Saved entries

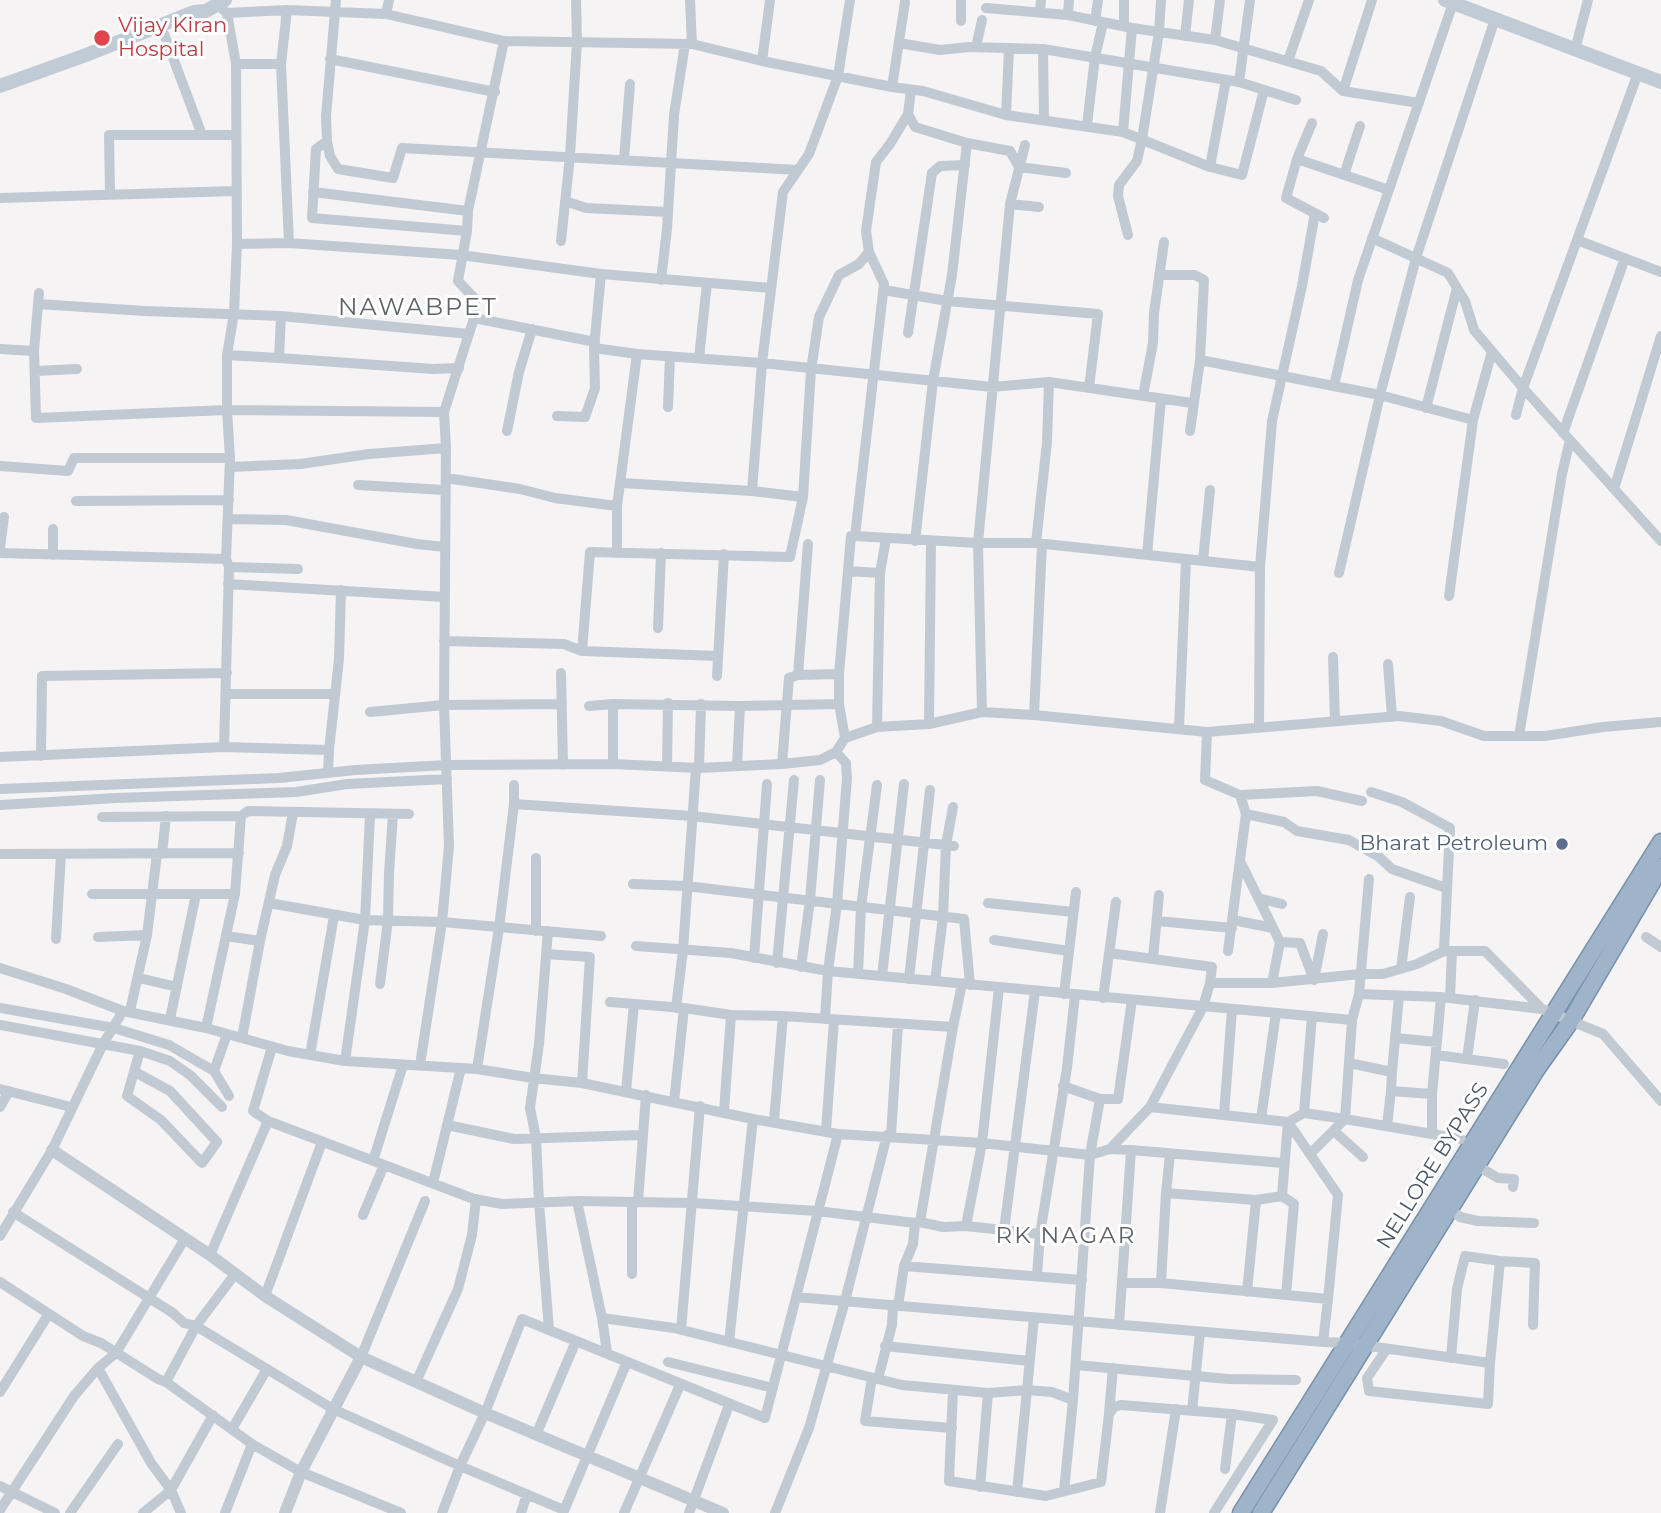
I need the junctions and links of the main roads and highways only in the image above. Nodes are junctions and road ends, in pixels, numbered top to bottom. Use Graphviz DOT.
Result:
graph roads {
  1 [pos="1449,2"];
  2 [pos="218,6"];
  3 [pos="140,39"];
  4 [pos="1661,82"];
  5 [pos="0,86"];
  6 [pos="0,95"];
  7 [pos="1661,842"];
  8 [pos="1661,867"];
  9 [pos="1241,1513"];
  10 [pos="1261,1513"];
  1 -- 4 [label="main road"];
  2 -- 3 [label="main road"];
  2 -- 3 [label="main road"];
  3 -- 5 [label="main road"];
  3 -- 6 [label="main road"];
  7 -- 9 [label="highway, NELLORE BYPASS"];
  8 -- 10 [label="highway, NELLORE BYPASS"];
}
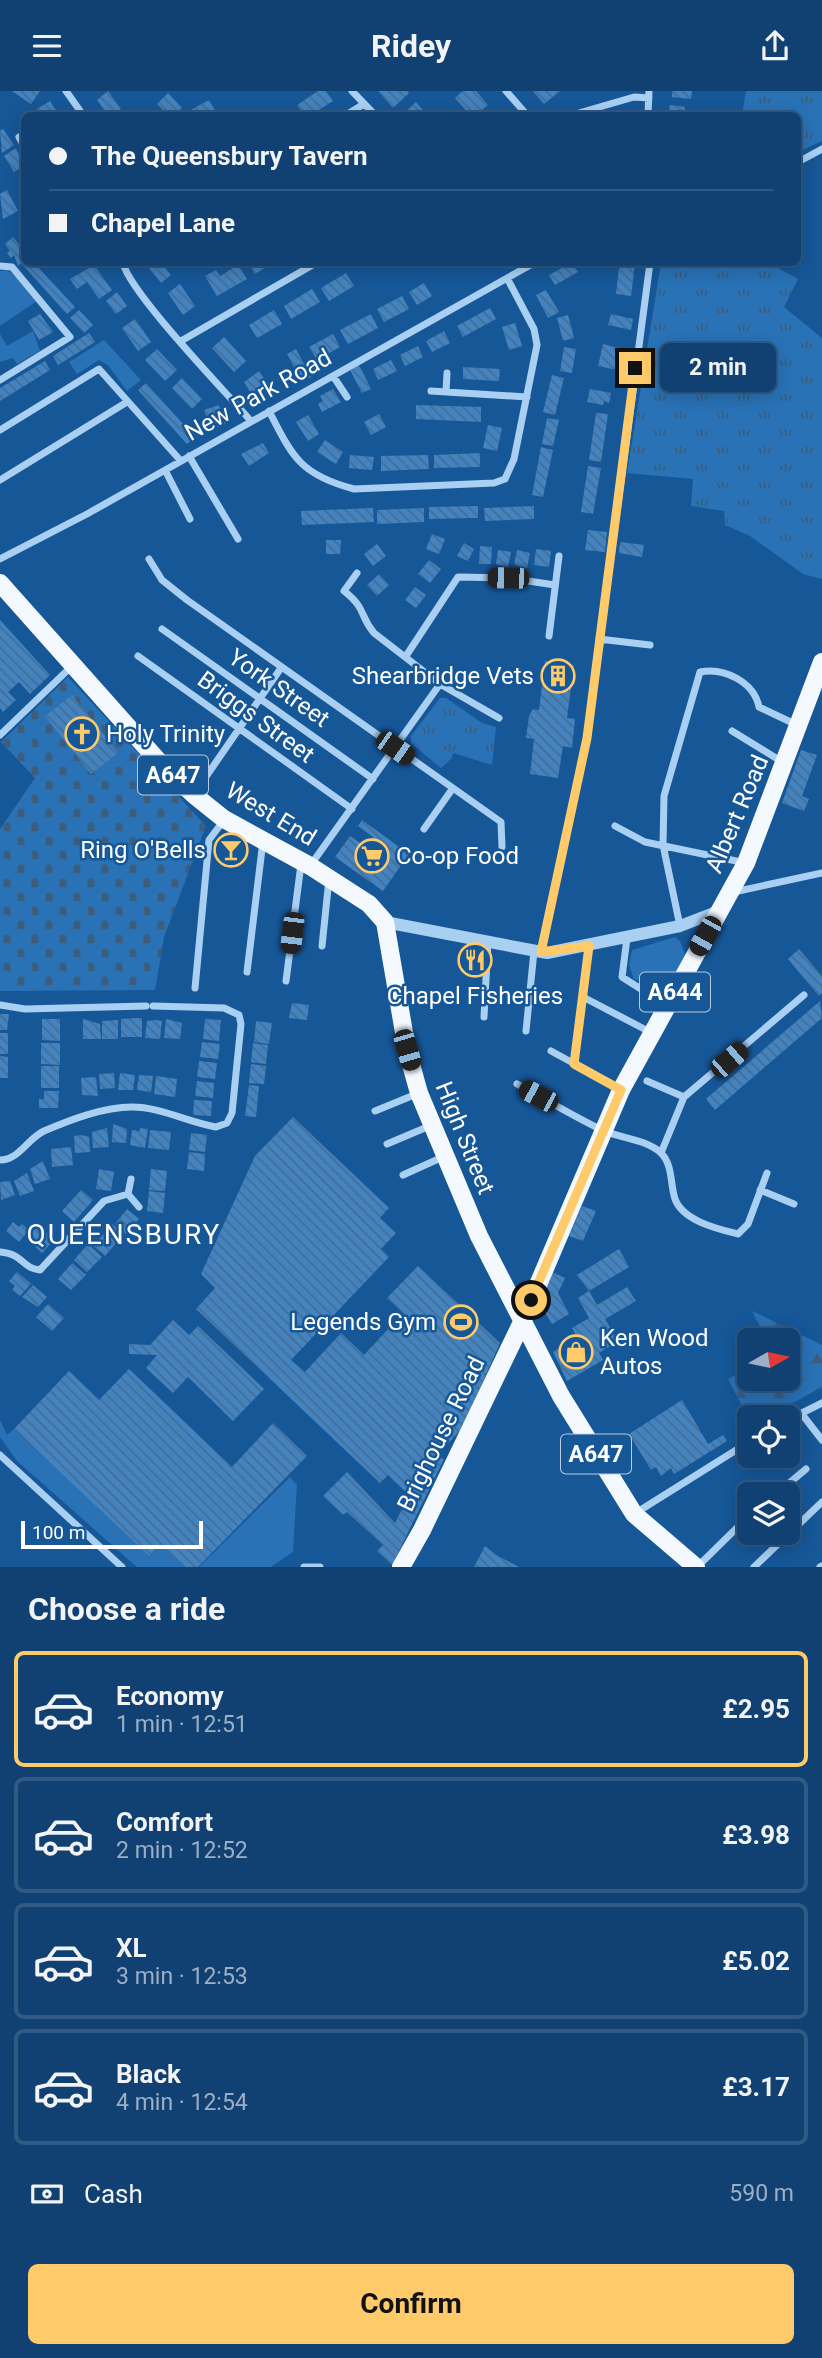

**EXERCISE INSTRUCTIONS**
The pictures should be dropped, and every line above should be set down again exactly.

**EXERCISE ANSWER**
I need the junctions and links of the main roads and highways only in the image above. Nodes are junctions and road ends, in pixels, numbered top to bottom. Use Graphviz DOT.
Result:
graph roads {
  1 [pos="1449,2"];
  2 [pos="218,6"];
  3 [pos="140,39"];
  4 [pos="1661,82"];
  5 [pos="0,86"];
  6 [pos="0,95"];
  7 [pos="1661,842"];
  8 [pos="1661,867"];
  9 [pos="1241,1513"];
  10 [pos="1261,1513"];
  1 -- 4 [label="main road"];
  2 -- 3 [label="main road"];
  2 -- 3 [label="main road"];
  3 -- 5 [label="main road"];
  3 -- 6 [label="main road"];
  7 -- 9 [label="highway, NELLORE BYPASS"];
  8 -- 10 [label="highway, NELLORE BYPASS"];
}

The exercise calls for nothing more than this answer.